The Saudi royal family also had to deal with the realities of public opinion at home, since a significant number of Saudis have become increasingly critical of the regime as a result of the US military presence. As the biggest oil exporter in the world, the location of some of the most advanced military installations in the Middle East that the United States has access to, and the region’s biggest consumer of American goods and services particularly weapons, Saudi Arabia has long been a vital strategic ally of the American government.
Restrictions on freedom of expression
Rahaf Mohammed, the Saudi woman who escaped her reportedly violent family, has provided fresh insight into the plight of the innumerable women imprisoned in Saudi Arabia’s harsh male guardianship system. Under the male guardianship system, women are subjected to systemic discrimination, are vulnerable to domestic violence, and have limited options for refuge when abused.
As a result, some women risk their lives to attempt to exit the country. A man is in charge of a Saudi woman’s life from the moment of her birth until her death under the male guardianship system. All Saudi women are required to have a male guardian, usually a husband or father, but occasionally a brother or even a son, who is able to make a variety of important choices on their behalf. Women are practically treated as perpetual legal adolescents by the Saudi government. Saudi Arabia hasn’t done anything to change the system, which continues to be the biggest obstacle to women’s rights in the nation.
Gender discrimination and women’s Rights
As per Michael Page, deputy Middle East director at Human Rights Watch, Rahaf Mohammed’s valiant pursuit of freedom has brought to light a fresh range of discriminatory practices and laws that deprive Saudi women of their agency and subject them to mistreatment. Rahaf demonstrated how absurdly disconnected the Saudi Crown Prince Muhammad bin Salman‘s desire to be seen as a reformer of women’s rights from the reality of the government’s attempts to track down escaping women and to torture campaigners for women’s rights while they are imprisoned.

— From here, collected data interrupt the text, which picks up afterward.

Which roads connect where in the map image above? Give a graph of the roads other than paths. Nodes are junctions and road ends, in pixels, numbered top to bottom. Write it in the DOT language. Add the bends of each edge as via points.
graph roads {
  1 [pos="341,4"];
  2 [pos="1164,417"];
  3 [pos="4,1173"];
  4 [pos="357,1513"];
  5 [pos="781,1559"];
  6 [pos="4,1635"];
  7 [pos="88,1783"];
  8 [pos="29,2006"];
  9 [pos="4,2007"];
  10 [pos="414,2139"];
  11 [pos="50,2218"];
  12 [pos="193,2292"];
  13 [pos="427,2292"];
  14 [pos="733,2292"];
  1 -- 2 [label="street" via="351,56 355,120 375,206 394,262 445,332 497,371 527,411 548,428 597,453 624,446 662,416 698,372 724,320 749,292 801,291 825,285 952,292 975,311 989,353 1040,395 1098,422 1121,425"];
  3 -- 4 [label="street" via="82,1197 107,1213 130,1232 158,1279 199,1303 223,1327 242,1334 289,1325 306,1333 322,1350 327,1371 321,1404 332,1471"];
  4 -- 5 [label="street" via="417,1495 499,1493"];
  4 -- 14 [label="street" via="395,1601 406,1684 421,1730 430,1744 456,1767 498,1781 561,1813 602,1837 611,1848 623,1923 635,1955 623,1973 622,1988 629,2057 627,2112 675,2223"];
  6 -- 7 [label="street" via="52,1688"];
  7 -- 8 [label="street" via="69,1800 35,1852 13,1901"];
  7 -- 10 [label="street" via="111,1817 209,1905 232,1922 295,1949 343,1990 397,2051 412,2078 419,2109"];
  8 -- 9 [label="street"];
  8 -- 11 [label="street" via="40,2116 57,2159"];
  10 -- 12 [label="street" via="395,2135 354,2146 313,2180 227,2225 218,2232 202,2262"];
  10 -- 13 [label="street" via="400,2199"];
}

Although there are male guardianship systems in place in other Middle Eastern nations, Saudi Arabia’s system is by far the strictest in terms of both the scope of its rules and regulations and the efforts made by the government to enforce them. Human Rights Watch’s 2016 study, “Boxed In: Women and Saudi Arabia’s Male Guardianship System,” details the effects of these laws and regulations on women’s life. Ten reasons why Saudi women leave their homeland are listed below.
Persecution of religious minorities
Saudi Arabia is the nation that imposes the strictest travel restrictions on its female citizens. The Interior Ministry puts limitations on women that include need their male guardian’s consent before they may seek for a passport or leave the country. In actuality, guardians can get a court order to force a woman to return to the family home, and some women are forbidden from leaving their homes without it. It wasn’t until June 2018 that women were permitted to drive in Saudi Arabia. It is extremely difficult for Saudi women to leave the country due to travel restrictions. In order to alter their travel authorization settings or flee from family members while abroad, many turn to breaking into the phone of their male guardian. The Saudi government restricts a woman’s freedom to marry by mandating that she have a male guardian’s consent. Before a religious official performs the marriage ceremony, a woman must often express her agreement orally. She must also sign the marriage contract with her male guardian. Men, however, are permitted to have up to four wives at once.
Punitive measures and lack of due process
There is no minimum age requirement for marriage in Saudi Arabia, and the country’s media often reports on child weddings, sometimes involving girls as young as eight. The Saudi Arabia Shura Council, an advisory body, overwhelmingly approved a proposal on January 9, 2019, raising the legal age of marriage to 18 while allowing females between the ages of 15 and 18 to marry with permission from the court. The Saudi Arabian Council of Ministers must publish the proposal before it may become law. Similar to other nations, domestic violence affects a large number of women in Saudi Arabia. The Ministry of Labor and Social Development revealed that it had received 8,016 reports of physical and psychological abuse over the one-year period ending on October 13, 2015, the majority of which included violence between spouses. Saudi Arabia made domestic abuse a crime in 2013, but advocates have questioned the law’s lax application.